Carl W June 22, 2012 at 01:29 AM
"voice of reason Privatization allows more access for underage alcoholics to die in fiery car crashes under the influence." Absolutely - profit motive CAN and assudedly WILL lead to underage drinking. Stores very often hire military veterans - especially now, let's give them the lead on jobs. Sales penny-wise & pound foolish.!! NO, NO, No !!!! (Don't forget - working State employees will be drawing State unemployment !!!

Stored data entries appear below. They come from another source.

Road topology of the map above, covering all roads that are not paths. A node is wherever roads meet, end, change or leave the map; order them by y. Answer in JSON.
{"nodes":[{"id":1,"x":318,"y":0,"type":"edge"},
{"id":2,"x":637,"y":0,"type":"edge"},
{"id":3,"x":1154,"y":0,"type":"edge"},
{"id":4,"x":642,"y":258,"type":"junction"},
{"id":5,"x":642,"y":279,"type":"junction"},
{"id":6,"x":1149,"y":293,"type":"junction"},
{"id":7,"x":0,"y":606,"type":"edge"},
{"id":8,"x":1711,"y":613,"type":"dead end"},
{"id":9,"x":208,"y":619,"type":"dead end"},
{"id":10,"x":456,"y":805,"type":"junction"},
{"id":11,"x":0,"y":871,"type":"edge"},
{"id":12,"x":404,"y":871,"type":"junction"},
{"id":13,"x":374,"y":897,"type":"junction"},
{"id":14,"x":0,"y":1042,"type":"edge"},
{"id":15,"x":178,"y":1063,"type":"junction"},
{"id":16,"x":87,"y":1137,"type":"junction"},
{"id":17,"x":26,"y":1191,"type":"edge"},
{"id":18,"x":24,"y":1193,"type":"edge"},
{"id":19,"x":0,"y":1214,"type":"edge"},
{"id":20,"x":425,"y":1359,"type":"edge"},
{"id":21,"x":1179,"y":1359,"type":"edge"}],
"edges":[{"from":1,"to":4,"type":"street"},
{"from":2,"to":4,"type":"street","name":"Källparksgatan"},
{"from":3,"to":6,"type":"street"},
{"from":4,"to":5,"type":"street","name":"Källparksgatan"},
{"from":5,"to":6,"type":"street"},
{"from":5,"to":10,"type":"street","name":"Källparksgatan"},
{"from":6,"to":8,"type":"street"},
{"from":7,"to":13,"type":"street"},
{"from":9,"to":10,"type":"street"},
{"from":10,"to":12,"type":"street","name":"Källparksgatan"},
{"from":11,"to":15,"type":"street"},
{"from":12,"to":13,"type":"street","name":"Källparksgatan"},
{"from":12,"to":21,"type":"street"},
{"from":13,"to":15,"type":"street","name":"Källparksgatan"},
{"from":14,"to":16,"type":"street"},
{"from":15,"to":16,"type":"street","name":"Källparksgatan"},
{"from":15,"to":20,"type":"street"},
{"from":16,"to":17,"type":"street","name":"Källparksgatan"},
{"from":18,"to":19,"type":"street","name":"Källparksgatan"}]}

Mark Redfox June 22, 2012 at 01:51 PM
Yeah lets lay off five thousand people because we hate unions, What is this country coming to? I am very afraid for my kids future because I see this way of thinking more and more. People see in the papers that unions are nothing but greedy thugs and they belive it because if its in the papers it must be true. I for one know first hand that way of thinking is way off. Yes, I belong to a union and I am proud of it. I make a good wage to support my family and I know thay when I am ready to retire I wont have to soley rely on social security. Will I be rich when I retire, absolutly not, but I wont be dependant on the governments social security fund if it even exists by then. My union gave me an education and they provide me with protection from an imployer if they try to terminate me WITHOUT JUST CAUSE. The argument that union pension plans are what is destroying this economy is also way off. What people dont realize is when the economy crashed the unions kept their pension money in the market. If the unions decided to take that money out of the market this country would have been devistated. Our pension money is what kept this country alive. If you dont belive it do the research. Republicans use the argument that Unions pension are whats hurting this economy while they are entilted to pensions when they retire. You cant have a pension but I can, oh come on people do you not see how hyprocritical that is?